Suite de la chronique proposée par France Delville consacrée à Bernard Reyboz depuis mercredi...

L’œuvre est d’une telle richesse qu’on ne sait où donner de la tête, d’autant plus que le peu d’éclaircissements que donne Bernard Reyboz est à la fois lumineux - si je peux me permettre ce pléonasme - et producteur de mystère. Entre les « Matrices » et les « Chrysalides » comme phases majeures, se succèdent les « Galets », « Monolithes », « Textures », « Champs de Percussions », « Tripodes », « Magmas ». Des parenthèses inclassables s’intitulent « Expédition Bornéo », « Parcelle de l’aveugle »… et puis des études et autres illustrations – sortes d’apax - sont tout aussi éblouissantes.

« Galets » (1982-83)
Photo Catalogue raisonné

Paule Stoppa et Michel Gaudet parlent très bien de Bernard Reyboz, voici un extrait du texte de Paule présent dans le Catalogue et intitulé très judicieusement « Le Maître des Limbes » :

« En ces lieux, nulle douleur, nulle plainte. L’âme des justes en attente d’un dieu sauveur, celle des enfants morts sans baptême, et gémissant, selon le mythe, devant le désormais inaccessible paradis, n’habitent pas ces limbes gorgés de lumière, peuplés de signes noirs et blancs, si vivaces, si fortement liés et contrastés que dépourvus de toute couleur, ils en créent cependant l’illusion. Dans ces limbes là, tout est profusion de promesses, aspiration à l’existence, imminence des éclosions.

« Galets » (1998-99)
Photo Catalogue raisonné

Ici, dans l’atelier de Bernard Reyboz, qu’une porte sépare de son habitat. Non moins lumineux, l’habitat, un peu surélevé, fenêtre ouverte sur quelques jardins, un portail de bois, des structures de béton, le bleu du ciel. Habitat ombilic, auquel se rattache, franchi le seuil, ce corridor, couloir, allée ? qui autorise le passage, la déambulation paresseuse, le plaisir. Parmi les œuvres. La distribution chronologique de l’espace, la filiation d’une étape à l’autre de ce parcours de peintre sculpteur, la continuité sans failles de la démarche n’excluent ni la variété, ni la fantaisie dans la présentation et la disposition des œuvres. L’immensité de l’atelier que l’œil d’abord englobe, est ponctuée de petites salles presque closes où se recueillir réfléchir, de coins et recoins plus infimes, d’arrêts du corps devant un mur chargé de signes, d’alphabets en attente d’un futur qu’ils désignent, d’êtres, d’objets non encore conçus, dont ils épouseraient et la forme et le sens, leur accordant ainsi droit d’existence, pleine et entière réalité. Ou ce serait, cheminant non sans quelque vertige, troublé par ces méandres, ces circonvolutions, spirales, s’incliner vers les galets peints, courbes douces, risses, entre la paume et les doigts refermés, ce serait comme fleurir, vers eux se penchant, ces monolithes sculpturaux, oratoires au bord des sentiers, offrandes naïves pour les jours à venir peut être...

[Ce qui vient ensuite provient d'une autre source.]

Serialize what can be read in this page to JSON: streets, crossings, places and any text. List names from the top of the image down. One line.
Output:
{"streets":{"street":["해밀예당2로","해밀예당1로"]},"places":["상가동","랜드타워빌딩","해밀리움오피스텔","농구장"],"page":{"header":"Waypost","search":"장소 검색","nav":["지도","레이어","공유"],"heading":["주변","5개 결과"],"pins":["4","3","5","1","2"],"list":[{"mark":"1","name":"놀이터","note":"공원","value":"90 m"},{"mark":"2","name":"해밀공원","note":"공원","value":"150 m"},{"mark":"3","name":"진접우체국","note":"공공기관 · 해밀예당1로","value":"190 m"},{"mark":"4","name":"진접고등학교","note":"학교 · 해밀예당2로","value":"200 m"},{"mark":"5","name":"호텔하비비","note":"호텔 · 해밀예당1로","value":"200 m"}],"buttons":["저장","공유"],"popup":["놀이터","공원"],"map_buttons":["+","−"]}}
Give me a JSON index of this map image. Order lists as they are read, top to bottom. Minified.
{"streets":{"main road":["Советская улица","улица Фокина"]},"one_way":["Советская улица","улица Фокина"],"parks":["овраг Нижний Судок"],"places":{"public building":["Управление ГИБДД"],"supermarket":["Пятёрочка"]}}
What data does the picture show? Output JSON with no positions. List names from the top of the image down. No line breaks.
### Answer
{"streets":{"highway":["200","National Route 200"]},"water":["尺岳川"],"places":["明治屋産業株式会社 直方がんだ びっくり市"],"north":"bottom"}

Corridor, couloir, allée ? Cordon ombilical plutôt, qui lie d’abord à ses œuvres le maître des limbes, puis les œuvres entre elles, qui alimente les phases successives de cette création sans mesures, qui en assure la rigoureuse cohérence et la surprenante fécondité. Des galets, cellules mères, par milliers échoués « sur des plages d’une lecture impossible, » puis recensés, peints en trompe l’œil, alignés avec la cruauté mathématique d’un entomologiste, d’un collectionneur un peu fou, ce John Douglas par exemple de l’Expédition Bornéo, ce John Douglas Reyboz à qui les circonstances (virtuelles) permirent d’acquérir (créer) de fabuleux insectes des galets naissent monolithes, magmas, textures, champs de percussions, cratères, chrysalides… Ils furent, ces galets, pierres arrachées, voici des siècles, aux parois des monts, roulées par les glaciers, les fleuves, lissées par le tumulte des vagues, ils furent témoins de l’apparition des multiples formes de la vie, ils sont la mémoire muette des saisons de la terre. Les voici, milliers de signes, entre « connu et deviné, pris aux pinceaux, au lasso de l’artiste, et, dans ces limbes, annonciateurs d’épopées possibles, dont la nôtre ». (Paule Stoppa, Mars 2009)

« Textures » (2008)
Photo Catalogue raisonné

L’Atelier de Bernard Reyboz comme vérité tangible

Quant à Michel Gaudet sa contribution prend la forme d’une « Visite d’atelier » :
« Voir les œuvres d’un artiste en exposition est une aventure. Tout s’organise pour une démonstration : choix des pièces, souci thématique, environnement, contact avec le présentateur et les critiques, présence de l’artiste, son accueil... L’ambiance est orientée, conforme à l’intérêt de la visite. La perspective souhaitée est la compréhension du visiteur, son accord, voire son enthousiasme. Proposer un atelier, offrir la vérité tangible, naturelle du cadre de travail et des expériences et donc, pour le créateur, celui de son existence, transforme la donne, ne concède aucune bienveillance. La proposition présente un risque : celui de l’incompréhension ou même de la complicité polie que l’éducation engendre. L’atelier se dévoile comme une femme provocante ou humble, soumise sans fard à l’appréciation d’un partenaire. La vie de l’artiste est ici présente, pour le meilleur ou pour le pire, pourrait on dire, et l’intimité est mille fois plus évocatrice que l’apprêt méthodique et finalisé d’une galerie.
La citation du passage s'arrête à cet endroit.